Matamore, Isabelle, Clindor.
Matamore.

Eh bien ! dès qu’il m’a vu, comme a-t-il pris la fuite ?
M’a-t-il bien su quitter la place au même instant ?

Isabelle.

Ce n’est pas honte à lui, les rois en font autant,
Du moins si ce grand bruit qui court de vos merveilles
N’a trompé mon esprit en frappant mes oreilles.

Matamore.

Vous le pouvez bien croire ; et pour le témoigner,
Choisissez en quels lieux il vous plaît de régner :
Ce bras tout aussitôt vous conquête un empire ;
J’en jure par lui-même, et cela c’est tout dire.

Isabelle.

Ne prodiguez pas tant ce bras toujours vainqueur ;
Je ne veux point régner que dessus votre cœur :
Toute l’ambition que me donne ma flamme,
C’est d’avoir pour sujets les désirs de votre âme.

Matamore.

Ils vous sont tout acquis, et pour vous faire voir
Que vous avez sur eux un absolu pouvoir,
Je n’écouterai plus cette humeur de conquête ;
Et laissant tous les rois leurs couronnes en tête,
J’en prendrai seulement deux ou trois pour valets,
Qui viendront à genoux vous rendre mes poulets.

Isabelle.

L’éclat de tels suivants attireroit l’envie


 1. Var.

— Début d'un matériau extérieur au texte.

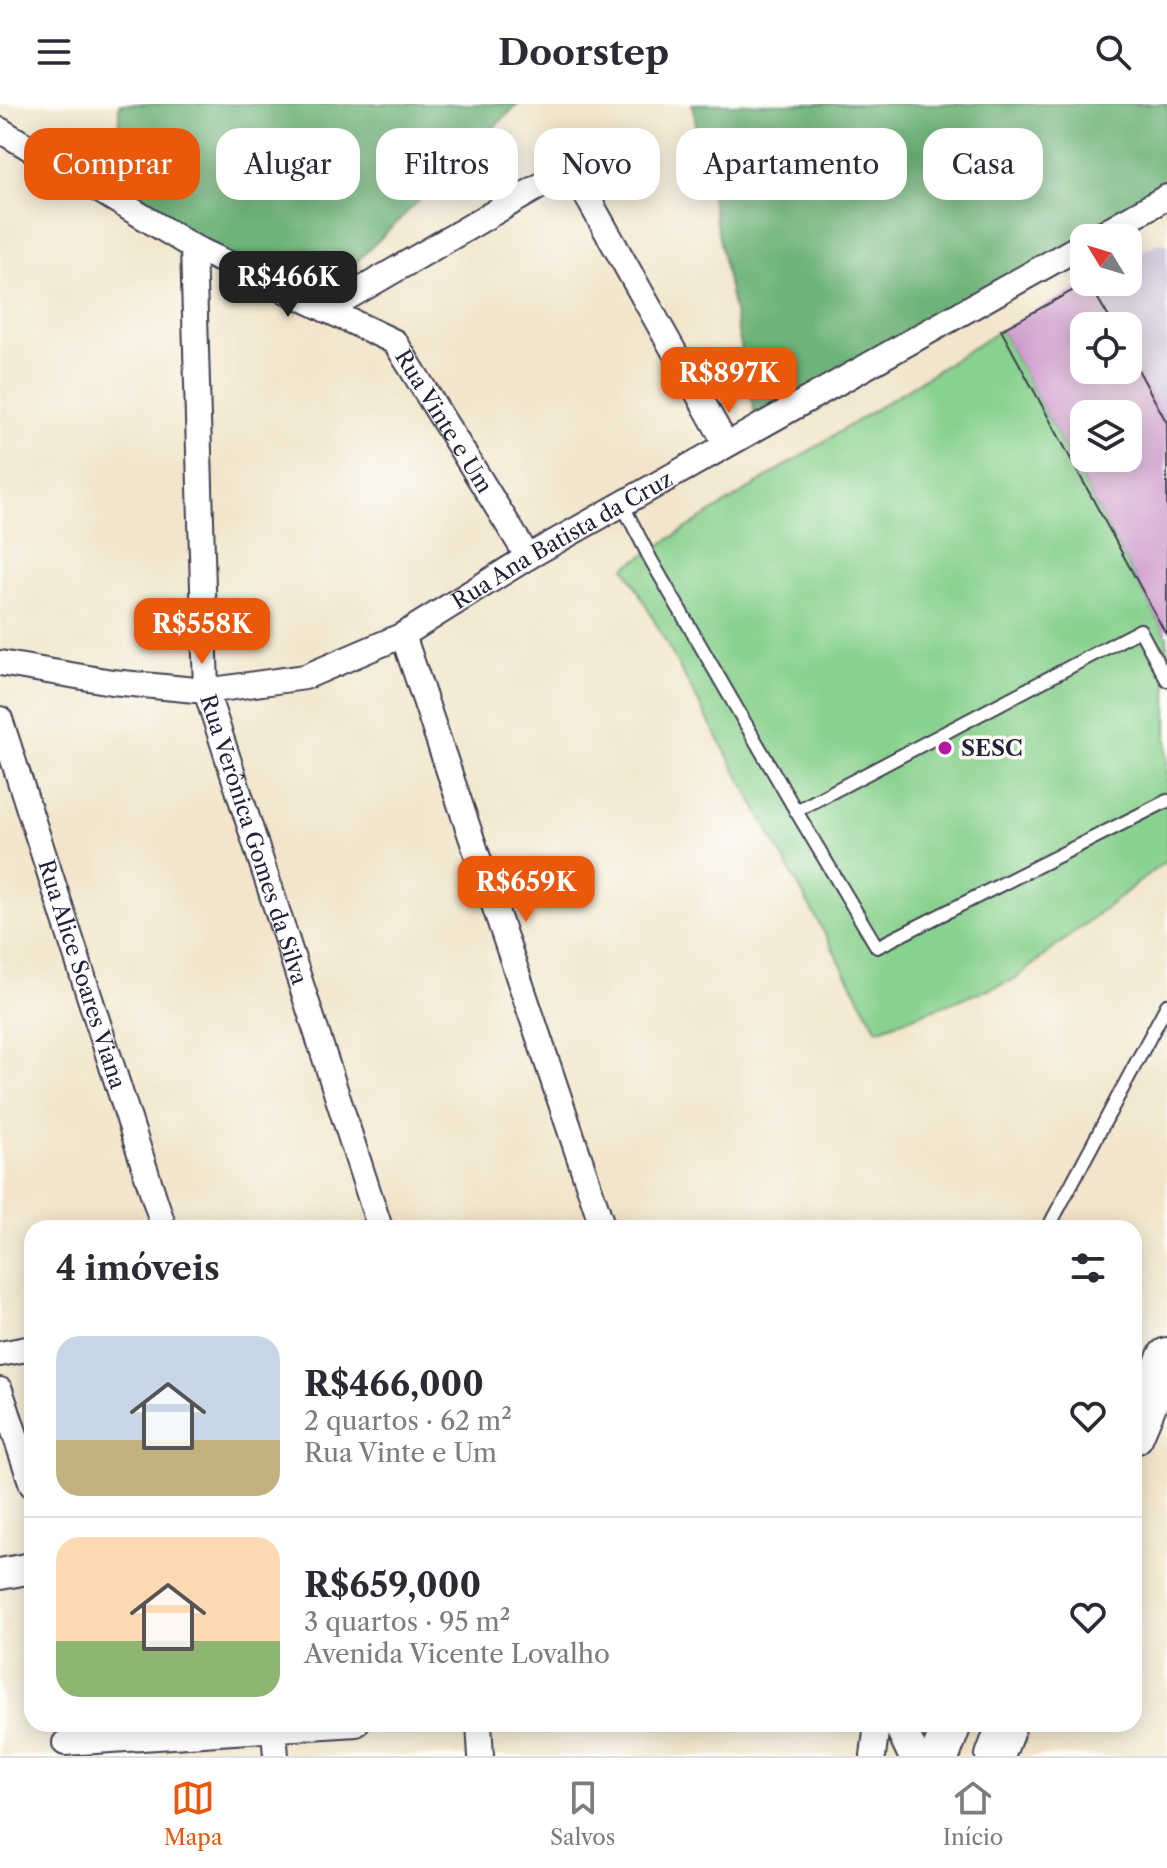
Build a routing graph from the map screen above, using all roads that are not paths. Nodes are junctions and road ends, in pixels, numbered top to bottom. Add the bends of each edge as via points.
1 (0, 130) edge
2 (1167, 197) edge
3 (1119, 224) edge
4 (193, 247) junction
5 (1070, 252) edge
6 (326, 310) junction
7 (726, 444) junction
8 (622, 504) junction
9 (528, 557) junction
10 (403, 635) junction
11 (0, 663) edge
12 (1167, 680) edge
13 (206, 691) junction
14 (0, 719) edge
15 (1167, 801) edge
16 (796, 811) junction
17 (1167, 1005) edge
18 (161, 1220) edge
19 (377, 1220) edge
20 (600, 1220) edge
21 (1052, 1220) edge
22 (1167, 1330) edge
23 (24, 1350) edge
24 (0, 1354) edge
25 (1167, 1357) edge
26 (1142, 1360) edge
27 (0, 1390) edge
28 (1142, 1424) edge
29 (24, 1461) edge
30 (24, 1570) edge
31 (0, 1574) edge
32 (253, 1732) edge
33 (274, 1732) edge
34 (480, 1732) edge
35 (876, 1732) edge
36 (903, 1732) edge
37 (949, 1732) edge
38 (1004, 1732) edge
39 (65, 1741) edge
40 (276, 1756) edge
41 (481, 1756) edge
42 (873, 1756) edge
43 (914, 1756) edge
44 (940, 1756) edge
45 (995, 1756) edge

1 - 4 street, Rua Vinte e Um
2 - 3 street
4 - 6 street, Rua Vinte e Um
4 - 13 street, Rua Verônica Gomes da Silva
5 - 7 street, Rua Ana Batista da Cruz
6 - 7 street via 571,168
6 - 9 street, Rua Vinte e Um via 395,342
7 - 8 street, Rua Ana Batista da Cruz
8 - 9 street, Rua Ana Batista da Cruz
8 - 16 lane
9 - 10 street, Rua Ana Batista da Cruz
10 - 13 street, Rua Ana Batista da Cruz via 305,677
10 - 20 street
11 - 13 street, Rua Ana Batista da Cruz
12 - 16 lane via 1140,630
13 - 19 street, Rua Verônica Gomes da Silva
14 - 18 street, Rua Alice Soares Viana
15 - 16 lane via 877,947
17 - 21 lane
22 - 26 main road
23 - 24 street
25 - 28 main road
27 - 29 street
30 - 31 street
32 - 39 street
33 - 40 street
34 - 41 street
35 - 42 street
36 - 43 street
37 - 44 main road
38 - 45 main road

Au moins si ce grand bruit qui court de vos merveilles. (1639-57)
2. L’impression de 1682 porte, mais à tort : "Que nous avons. » Notre texte : « Que vous avez, » est celui de toutes les autres éditions qui ont paru
du vivant de Corneille, et de celle que Thomas a publiée en 1692.